Segment Open

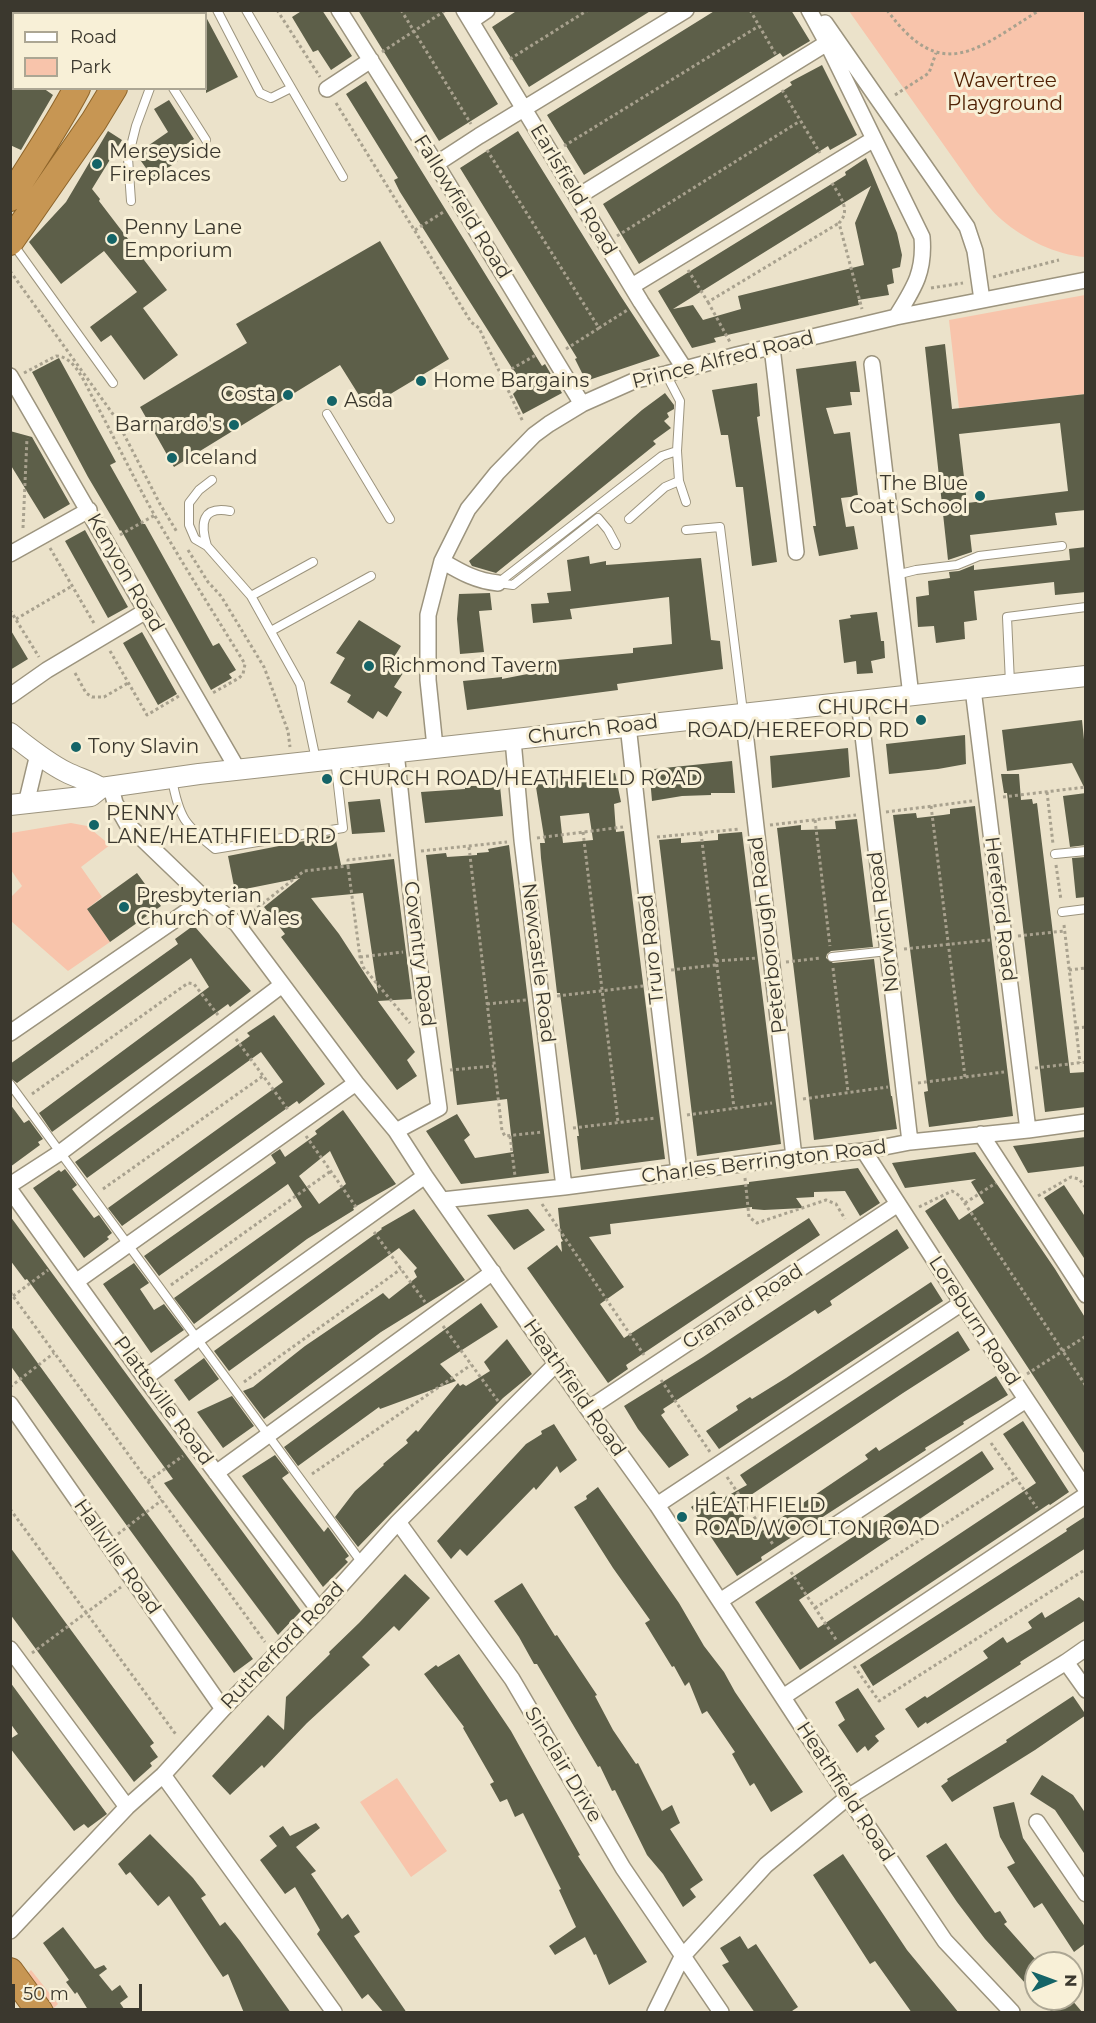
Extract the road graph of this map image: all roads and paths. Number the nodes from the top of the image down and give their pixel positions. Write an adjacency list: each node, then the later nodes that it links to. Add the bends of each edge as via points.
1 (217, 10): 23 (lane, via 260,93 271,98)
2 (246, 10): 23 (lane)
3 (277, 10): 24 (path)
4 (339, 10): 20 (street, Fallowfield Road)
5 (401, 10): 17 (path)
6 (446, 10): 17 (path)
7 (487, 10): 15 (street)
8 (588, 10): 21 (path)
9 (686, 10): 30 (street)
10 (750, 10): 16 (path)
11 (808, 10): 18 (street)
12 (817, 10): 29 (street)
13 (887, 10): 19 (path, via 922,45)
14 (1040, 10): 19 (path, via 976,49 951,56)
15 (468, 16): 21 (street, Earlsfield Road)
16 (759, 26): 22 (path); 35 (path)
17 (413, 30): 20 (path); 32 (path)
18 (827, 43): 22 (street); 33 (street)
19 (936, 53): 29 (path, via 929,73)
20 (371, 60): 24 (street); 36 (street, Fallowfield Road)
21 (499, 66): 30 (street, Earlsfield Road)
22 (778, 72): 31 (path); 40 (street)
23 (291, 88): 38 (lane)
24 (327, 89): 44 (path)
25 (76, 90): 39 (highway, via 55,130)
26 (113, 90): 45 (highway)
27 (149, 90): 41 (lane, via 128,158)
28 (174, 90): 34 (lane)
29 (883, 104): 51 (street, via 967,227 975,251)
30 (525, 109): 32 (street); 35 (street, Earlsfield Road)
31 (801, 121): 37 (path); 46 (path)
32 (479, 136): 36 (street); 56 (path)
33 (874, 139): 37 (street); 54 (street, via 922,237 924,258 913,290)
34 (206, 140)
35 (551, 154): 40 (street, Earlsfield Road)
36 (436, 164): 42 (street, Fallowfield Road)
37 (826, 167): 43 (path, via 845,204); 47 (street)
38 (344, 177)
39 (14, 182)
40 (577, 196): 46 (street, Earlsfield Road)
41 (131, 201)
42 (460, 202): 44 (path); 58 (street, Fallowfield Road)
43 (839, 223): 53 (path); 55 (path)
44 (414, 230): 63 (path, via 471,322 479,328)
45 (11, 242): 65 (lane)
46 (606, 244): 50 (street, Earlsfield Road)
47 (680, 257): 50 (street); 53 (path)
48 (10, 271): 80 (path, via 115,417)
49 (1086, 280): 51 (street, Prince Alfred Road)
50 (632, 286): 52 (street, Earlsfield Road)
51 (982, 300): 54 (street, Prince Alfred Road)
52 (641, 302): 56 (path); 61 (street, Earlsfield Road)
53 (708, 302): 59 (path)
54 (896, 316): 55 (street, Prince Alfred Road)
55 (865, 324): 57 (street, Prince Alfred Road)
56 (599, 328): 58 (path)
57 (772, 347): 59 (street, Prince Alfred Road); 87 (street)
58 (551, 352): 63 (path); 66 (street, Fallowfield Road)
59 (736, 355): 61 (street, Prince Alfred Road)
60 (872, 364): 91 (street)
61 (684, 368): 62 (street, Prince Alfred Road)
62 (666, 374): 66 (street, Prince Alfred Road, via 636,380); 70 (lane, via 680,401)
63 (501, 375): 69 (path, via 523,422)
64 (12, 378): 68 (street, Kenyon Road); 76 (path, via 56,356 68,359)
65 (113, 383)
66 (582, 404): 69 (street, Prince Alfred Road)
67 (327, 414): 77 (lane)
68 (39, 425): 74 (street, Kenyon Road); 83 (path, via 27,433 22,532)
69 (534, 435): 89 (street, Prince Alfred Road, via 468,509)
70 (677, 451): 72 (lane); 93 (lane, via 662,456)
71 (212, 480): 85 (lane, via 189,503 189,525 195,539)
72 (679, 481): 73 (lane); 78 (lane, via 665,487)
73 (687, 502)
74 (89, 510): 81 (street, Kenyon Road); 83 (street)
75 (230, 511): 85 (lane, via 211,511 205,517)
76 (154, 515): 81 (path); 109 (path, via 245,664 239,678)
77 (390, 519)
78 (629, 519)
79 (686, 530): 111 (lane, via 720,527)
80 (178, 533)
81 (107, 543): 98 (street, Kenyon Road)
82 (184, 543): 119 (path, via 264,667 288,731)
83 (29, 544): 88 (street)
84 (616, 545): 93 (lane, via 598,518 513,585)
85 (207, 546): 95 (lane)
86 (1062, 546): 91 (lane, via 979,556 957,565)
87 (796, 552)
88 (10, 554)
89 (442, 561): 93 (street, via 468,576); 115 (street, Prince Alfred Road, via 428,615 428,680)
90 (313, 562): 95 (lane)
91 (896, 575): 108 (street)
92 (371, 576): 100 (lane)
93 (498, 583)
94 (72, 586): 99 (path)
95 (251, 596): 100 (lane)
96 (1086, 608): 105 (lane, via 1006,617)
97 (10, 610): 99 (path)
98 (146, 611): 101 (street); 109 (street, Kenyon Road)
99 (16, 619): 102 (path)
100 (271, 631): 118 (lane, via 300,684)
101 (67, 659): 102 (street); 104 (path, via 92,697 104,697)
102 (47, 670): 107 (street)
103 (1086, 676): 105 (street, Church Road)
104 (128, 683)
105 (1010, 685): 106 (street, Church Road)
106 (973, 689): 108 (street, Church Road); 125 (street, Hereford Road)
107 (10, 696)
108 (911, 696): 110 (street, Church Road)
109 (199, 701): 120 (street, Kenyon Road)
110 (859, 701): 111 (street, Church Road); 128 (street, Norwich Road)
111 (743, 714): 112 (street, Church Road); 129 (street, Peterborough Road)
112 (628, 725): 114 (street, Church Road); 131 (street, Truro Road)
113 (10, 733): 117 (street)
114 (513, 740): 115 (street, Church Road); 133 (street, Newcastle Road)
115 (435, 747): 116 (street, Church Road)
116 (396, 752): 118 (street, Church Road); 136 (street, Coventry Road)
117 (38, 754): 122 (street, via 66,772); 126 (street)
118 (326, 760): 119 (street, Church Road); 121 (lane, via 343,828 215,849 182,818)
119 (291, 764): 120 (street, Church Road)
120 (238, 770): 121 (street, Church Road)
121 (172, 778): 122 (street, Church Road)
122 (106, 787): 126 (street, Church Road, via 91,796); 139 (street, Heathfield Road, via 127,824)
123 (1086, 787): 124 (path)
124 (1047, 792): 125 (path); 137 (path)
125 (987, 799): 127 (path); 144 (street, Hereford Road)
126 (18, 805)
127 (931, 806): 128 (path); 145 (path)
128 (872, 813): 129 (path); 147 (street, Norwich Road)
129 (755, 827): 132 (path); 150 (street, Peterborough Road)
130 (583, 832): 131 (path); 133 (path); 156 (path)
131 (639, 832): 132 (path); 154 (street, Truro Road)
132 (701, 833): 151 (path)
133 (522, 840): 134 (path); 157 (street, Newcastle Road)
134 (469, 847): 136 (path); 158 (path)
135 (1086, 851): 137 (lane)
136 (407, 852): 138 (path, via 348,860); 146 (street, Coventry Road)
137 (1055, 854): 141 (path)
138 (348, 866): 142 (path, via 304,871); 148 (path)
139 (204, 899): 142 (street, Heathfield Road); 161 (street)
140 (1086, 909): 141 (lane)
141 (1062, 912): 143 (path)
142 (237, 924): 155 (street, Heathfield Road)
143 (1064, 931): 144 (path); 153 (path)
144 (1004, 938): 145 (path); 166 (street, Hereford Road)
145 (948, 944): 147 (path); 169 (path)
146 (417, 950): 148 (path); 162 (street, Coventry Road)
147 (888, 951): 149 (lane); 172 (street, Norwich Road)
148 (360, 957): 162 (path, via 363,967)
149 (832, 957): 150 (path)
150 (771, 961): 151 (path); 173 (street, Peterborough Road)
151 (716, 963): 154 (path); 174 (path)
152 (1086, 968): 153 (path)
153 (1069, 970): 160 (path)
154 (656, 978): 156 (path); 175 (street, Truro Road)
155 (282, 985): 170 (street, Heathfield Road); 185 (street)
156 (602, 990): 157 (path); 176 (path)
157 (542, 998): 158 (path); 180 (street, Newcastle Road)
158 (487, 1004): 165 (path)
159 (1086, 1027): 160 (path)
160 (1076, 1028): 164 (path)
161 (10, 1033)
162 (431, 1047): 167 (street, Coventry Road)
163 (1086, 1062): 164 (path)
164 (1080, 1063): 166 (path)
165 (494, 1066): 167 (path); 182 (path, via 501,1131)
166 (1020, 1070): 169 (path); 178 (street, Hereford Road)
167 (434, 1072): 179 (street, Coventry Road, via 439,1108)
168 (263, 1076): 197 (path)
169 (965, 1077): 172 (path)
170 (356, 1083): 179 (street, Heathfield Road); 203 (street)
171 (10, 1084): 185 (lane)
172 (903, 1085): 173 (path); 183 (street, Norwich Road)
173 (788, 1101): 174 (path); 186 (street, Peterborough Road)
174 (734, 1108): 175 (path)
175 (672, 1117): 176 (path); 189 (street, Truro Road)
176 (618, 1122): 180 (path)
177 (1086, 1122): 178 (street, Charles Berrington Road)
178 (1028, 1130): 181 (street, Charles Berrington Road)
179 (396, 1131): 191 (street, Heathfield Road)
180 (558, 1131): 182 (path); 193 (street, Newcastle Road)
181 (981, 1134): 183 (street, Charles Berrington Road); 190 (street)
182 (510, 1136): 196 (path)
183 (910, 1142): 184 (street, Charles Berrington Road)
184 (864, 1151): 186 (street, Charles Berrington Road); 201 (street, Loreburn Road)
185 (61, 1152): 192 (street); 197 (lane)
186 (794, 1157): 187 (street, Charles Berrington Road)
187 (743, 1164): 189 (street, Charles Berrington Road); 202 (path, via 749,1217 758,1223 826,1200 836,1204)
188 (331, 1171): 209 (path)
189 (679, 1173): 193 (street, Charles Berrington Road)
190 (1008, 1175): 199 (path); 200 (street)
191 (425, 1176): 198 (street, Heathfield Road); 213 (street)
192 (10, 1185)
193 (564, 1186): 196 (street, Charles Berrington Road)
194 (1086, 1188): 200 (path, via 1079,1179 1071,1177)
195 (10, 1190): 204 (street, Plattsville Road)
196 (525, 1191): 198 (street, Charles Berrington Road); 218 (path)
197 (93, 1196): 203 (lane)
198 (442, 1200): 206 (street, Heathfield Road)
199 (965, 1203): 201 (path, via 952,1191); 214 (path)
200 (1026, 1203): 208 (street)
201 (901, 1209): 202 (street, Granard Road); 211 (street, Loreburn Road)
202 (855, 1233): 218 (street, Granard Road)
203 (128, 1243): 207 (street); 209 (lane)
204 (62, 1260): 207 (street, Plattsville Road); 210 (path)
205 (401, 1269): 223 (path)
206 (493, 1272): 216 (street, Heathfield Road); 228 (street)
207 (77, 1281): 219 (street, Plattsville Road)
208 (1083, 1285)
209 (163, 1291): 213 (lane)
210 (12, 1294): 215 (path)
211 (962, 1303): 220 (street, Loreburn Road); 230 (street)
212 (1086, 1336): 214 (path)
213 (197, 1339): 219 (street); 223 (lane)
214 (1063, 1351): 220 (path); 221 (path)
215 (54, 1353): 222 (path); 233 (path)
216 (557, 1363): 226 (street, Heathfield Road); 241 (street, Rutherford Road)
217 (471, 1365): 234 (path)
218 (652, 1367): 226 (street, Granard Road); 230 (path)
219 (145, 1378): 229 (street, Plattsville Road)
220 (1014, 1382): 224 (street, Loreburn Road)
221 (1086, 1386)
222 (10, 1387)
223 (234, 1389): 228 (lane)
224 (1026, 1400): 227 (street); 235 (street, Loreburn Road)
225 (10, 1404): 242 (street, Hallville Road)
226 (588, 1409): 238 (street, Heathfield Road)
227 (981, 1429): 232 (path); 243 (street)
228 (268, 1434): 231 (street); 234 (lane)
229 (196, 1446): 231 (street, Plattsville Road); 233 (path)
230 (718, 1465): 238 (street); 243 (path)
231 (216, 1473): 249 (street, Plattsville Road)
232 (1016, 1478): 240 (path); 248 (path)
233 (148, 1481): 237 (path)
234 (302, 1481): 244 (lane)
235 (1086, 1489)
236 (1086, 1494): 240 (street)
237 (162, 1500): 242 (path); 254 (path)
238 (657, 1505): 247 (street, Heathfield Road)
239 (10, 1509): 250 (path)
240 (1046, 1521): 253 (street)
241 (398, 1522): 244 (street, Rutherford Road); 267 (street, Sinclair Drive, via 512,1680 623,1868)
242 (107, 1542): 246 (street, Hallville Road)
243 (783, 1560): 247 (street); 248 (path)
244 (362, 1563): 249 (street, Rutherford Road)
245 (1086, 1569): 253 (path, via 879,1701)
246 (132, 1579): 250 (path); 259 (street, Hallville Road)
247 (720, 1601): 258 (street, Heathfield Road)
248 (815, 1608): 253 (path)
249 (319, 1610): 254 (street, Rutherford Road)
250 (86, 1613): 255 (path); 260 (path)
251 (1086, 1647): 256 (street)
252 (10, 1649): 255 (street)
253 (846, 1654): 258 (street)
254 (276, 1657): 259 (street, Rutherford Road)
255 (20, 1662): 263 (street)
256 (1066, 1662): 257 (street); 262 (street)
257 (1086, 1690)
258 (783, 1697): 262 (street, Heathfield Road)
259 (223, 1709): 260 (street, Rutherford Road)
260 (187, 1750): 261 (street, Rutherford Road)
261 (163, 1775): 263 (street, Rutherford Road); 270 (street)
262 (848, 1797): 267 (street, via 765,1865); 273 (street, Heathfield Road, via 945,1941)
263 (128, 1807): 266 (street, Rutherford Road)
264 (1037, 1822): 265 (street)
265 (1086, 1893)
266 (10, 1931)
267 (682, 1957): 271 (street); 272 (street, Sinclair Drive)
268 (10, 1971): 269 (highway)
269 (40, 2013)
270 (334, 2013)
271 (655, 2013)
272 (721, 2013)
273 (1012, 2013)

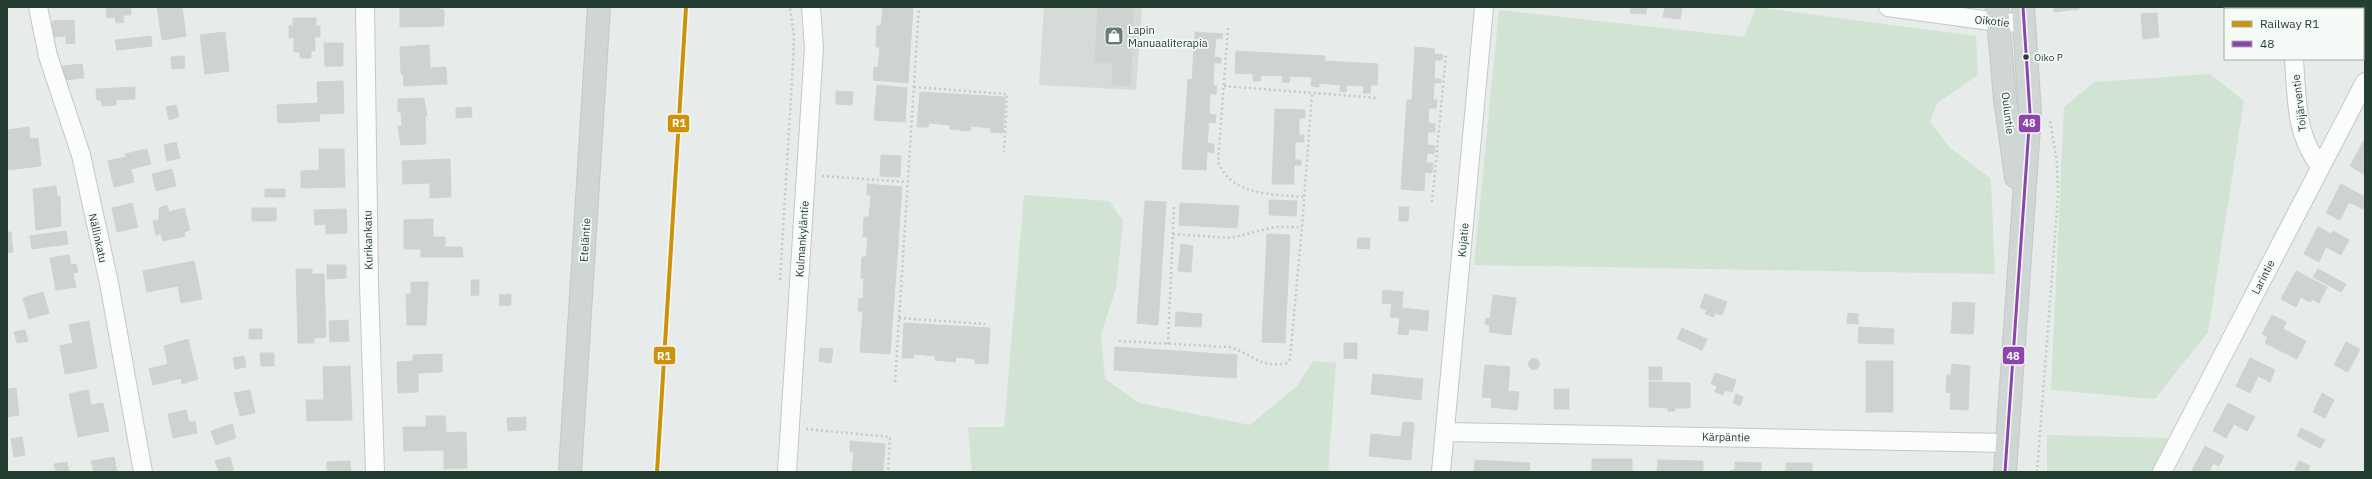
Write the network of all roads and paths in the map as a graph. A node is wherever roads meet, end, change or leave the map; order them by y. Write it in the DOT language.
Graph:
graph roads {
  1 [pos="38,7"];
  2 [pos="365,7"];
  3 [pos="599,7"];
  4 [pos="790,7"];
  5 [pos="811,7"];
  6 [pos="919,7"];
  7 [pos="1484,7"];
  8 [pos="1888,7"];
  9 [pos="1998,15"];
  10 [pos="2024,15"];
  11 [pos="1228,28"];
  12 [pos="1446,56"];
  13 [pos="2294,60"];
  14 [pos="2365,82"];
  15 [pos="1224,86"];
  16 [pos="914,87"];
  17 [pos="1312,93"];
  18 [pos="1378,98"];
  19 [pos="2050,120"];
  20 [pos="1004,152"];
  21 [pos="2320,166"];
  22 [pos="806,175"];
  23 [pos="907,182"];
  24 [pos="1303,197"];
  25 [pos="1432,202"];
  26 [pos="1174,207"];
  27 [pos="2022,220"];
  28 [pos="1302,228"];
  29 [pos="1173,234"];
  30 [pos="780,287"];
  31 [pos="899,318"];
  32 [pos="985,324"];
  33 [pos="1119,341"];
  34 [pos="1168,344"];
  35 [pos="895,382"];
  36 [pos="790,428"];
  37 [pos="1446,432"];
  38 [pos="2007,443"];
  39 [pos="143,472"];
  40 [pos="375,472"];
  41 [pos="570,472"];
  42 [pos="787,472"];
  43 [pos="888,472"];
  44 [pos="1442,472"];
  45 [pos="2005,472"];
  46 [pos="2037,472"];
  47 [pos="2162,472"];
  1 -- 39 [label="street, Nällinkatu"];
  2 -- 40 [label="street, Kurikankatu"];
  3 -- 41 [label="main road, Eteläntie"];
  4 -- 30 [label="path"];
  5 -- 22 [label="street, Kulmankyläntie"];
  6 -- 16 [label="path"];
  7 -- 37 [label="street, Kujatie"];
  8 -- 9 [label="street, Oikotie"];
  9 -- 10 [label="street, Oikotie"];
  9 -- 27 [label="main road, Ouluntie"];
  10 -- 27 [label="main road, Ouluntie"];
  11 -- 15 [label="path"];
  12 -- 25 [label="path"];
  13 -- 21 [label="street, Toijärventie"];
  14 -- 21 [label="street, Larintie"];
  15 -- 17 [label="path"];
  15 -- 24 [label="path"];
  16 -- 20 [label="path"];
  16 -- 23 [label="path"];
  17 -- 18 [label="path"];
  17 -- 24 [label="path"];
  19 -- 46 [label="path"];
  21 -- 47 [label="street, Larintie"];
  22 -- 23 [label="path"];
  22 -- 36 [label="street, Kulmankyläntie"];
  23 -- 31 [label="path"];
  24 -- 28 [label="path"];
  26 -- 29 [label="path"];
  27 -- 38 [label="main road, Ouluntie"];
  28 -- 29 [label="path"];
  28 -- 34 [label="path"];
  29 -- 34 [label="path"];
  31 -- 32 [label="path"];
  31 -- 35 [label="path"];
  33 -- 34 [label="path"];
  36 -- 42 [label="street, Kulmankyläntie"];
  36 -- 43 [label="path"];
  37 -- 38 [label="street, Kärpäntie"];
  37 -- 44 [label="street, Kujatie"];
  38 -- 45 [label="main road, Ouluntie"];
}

Segment Closed

Exercise instructions → Across all the material above, work out how many lines hold the word "Coventry", and answer with that number only.

Output below → 5